[SOURCE DATA — start]

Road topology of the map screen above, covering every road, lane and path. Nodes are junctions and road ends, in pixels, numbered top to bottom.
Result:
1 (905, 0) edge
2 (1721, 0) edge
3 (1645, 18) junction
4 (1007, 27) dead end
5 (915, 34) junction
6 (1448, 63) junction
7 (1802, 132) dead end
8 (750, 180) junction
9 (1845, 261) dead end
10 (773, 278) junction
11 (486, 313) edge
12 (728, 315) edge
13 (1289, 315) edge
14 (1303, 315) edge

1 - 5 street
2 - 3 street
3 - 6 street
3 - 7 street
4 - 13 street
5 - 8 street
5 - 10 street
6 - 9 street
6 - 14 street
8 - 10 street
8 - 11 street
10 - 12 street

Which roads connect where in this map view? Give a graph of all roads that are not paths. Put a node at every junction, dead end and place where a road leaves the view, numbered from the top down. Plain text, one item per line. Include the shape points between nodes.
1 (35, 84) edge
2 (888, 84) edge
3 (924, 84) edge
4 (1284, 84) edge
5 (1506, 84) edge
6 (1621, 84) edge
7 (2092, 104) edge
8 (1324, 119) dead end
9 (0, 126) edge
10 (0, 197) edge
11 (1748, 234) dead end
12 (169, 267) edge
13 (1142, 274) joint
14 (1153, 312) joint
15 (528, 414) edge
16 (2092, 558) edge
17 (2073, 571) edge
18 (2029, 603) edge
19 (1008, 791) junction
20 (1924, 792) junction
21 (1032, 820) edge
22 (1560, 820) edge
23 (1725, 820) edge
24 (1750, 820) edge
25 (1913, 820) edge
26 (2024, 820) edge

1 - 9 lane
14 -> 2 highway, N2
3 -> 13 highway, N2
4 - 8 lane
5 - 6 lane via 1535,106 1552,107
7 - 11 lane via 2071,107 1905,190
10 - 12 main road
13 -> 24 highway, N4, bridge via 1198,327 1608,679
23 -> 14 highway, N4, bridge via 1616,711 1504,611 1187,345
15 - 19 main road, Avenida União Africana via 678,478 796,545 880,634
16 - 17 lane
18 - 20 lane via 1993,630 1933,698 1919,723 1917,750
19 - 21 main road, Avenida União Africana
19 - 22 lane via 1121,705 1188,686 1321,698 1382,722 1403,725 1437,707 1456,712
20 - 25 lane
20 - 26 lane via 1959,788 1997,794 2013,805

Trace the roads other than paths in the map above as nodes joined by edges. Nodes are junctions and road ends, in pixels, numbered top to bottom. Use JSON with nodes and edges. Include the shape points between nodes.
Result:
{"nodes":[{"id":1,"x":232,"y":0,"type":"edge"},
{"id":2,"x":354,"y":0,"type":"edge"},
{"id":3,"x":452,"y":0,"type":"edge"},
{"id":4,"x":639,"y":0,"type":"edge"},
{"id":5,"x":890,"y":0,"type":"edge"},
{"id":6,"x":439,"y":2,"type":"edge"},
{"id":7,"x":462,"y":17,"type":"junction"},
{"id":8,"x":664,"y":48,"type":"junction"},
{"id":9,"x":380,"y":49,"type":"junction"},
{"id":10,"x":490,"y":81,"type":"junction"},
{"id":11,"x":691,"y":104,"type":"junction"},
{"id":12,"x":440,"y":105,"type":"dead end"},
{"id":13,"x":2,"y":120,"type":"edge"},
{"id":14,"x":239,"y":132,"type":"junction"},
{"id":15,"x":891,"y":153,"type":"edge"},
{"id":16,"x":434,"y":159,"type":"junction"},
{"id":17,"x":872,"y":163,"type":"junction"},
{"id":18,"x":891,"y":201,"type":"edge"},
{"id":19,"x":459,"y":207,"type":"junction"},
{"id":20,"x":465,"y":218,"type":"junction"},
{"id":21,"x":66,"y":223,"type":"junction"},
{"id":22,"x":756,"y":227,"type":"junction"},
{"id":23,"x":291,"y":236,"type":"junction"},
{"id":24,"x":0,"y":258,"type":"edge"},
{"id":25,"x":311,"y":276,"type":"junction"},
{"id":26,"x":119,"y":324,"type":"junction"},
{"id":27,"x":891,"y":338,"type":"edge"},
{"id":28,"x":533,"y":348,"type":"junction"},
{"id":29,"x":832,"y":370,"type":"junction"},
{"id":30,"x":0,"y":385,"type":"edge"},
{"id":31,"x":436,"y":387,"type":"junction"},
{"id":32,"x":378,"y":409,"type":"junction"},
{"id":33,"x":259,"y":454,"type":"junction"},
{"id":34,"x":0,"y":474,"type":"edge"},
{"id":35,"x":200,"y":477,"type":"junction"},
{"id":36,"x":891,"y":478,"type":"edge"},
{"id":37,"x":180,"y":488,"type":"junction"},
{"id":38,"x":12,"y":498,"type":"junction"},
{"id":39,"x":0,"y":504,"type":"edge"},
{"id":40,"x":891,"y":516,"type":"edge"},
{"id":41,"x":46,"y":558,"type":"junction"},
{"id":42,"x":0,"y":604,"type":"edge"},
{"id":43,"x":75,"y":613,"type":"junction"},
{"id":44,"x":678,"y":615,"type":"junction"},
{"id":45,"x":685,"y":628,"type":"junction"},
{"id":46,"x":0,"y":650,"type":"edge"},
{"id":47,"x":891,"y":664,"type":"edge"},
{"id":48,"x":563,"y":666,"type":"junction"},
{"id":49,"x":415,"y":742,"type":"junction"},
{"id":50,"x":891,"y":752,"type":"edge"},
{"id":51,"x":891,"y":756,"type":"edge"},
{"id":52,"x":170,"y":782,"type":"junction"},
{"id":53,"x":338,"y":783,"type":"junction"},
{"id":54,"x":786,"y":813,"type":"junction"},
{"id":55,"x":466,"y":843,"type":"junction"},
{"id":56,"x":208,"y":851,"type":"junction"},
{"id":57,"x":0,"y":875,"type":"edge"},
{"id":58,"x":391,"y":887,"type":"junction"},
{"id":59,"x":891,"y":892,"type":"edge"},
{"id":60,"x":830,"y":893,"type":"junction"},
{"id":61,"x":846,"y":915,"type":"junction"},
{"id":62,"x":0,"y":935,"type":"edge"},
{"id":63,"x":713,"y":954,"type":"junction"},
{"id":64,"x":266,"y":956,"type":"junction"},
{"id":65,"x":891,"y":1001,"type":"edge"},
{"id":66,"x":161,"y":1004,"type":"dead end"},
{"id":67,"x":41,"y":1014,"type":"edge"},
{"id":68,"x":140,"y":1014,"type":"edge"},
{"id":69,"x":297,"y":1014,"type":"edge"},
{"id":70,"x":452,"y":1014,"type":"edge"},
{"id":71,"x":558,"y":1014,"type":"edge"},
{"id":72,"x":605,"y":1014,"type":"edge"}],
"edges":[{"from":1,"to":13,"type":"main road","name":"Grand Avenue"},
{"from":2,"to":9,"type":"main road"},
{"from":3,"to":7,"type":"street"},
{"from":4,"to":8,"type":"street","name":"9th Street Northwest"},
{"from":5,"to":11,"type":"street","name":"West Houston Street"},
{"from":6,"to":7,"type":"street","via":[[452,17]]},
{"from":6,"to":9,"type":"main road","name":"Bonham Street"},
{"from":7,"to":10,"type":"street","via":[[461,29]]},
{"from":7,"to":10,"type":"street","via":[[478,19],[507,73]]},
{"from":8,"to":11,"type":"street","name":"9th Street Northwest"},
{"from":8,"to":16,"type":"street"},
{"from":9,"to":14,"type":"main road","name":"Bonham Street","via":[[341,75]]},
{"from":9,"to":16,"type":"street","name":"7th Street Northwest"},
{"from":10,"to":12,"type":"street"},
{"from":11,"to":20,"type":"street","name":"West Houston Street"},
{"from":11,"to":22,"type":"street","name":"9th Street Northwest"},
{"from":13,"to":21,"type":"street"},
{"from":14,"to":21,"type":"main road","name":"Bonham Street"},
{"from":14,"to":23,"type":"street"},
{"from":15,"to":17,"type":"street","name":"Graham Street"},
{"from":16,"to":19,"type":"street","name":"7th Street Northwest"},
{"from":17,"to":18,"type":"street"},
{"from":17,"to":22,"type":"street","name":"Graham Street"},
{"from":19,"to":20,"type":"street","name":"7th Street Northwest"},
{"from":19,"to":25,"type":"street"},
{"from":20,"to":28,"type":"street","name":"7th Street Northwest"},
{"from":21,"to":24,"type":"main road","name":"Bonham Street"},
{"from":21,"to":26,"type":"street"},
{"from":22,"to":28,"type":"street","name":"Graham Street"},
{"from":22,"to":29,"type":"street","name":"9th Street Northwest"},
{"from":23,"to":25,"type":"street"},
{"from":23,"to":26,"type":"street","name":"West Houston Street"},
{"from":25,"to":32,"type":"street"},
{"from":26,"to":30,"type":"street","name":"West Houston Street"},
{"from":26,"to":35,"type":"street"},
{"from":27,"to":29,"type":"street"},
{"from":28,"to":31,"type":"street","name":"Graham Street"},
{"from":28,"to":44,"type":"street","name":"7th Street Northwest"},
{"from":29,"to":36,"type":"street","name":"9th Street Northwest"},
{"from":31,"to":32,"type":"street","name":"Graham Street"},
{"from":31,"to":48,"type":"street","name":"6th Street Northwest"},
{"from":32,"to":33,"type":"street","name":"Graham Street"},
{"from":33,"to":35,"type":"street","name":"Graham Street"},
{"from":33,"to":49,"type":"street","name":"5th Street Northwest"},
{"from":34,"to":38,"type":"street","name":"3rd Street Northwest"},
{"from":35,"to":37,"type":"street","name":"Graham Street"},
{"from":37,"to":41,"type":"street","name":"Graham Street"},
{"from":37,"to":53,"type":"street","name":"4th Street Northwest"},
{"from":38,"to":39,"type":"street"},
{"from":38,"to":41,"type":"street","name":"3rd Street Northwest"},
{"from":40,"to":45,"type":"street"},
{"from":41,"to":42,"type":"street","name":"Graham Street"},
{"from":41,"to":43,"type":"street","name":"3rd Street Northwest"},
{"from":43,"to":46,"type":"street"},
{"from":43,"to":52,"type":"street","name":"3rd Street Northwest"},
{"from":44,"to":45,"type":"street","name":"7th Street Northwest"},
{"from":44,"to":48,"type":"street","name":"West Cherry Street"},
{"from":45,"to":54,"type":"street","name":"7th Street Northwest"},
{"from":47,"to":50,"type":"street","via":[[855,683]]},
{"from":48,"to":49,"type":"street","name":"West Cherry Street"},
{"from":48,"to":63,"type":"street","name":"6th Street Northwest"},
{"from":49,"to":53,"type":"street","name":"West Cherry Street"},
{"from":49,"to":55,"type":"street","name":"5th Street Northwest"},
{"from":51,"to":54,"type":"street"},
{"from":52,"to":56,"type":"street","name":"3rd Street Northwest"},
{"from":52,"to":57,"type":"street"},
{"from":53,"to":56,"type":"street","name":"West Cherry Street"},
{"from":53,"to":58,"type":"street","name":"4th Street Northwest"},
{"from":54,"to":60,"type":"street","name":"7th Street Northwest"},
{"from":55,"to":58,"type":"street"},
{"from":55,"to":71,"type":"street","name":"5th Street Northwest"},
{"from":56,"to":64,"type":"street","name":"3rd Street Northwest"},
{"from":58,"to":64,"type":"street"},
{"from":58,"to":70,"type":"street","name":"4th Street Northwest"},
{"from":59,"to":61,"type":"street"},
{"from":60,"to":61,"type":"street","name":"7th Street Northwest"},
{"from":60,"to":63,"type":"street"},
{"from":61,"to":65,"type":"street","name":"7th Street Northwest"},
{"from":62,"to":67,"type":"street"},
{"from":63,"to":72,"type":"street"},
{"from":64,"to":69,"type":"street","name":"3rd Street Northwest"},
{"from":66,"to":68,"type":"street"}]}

[SOURCE DATA — finish]

## YOUR INSTRUCTIONS
Tally the lines of the records that contain the word "União" and state the total alone.

## ANSWER
2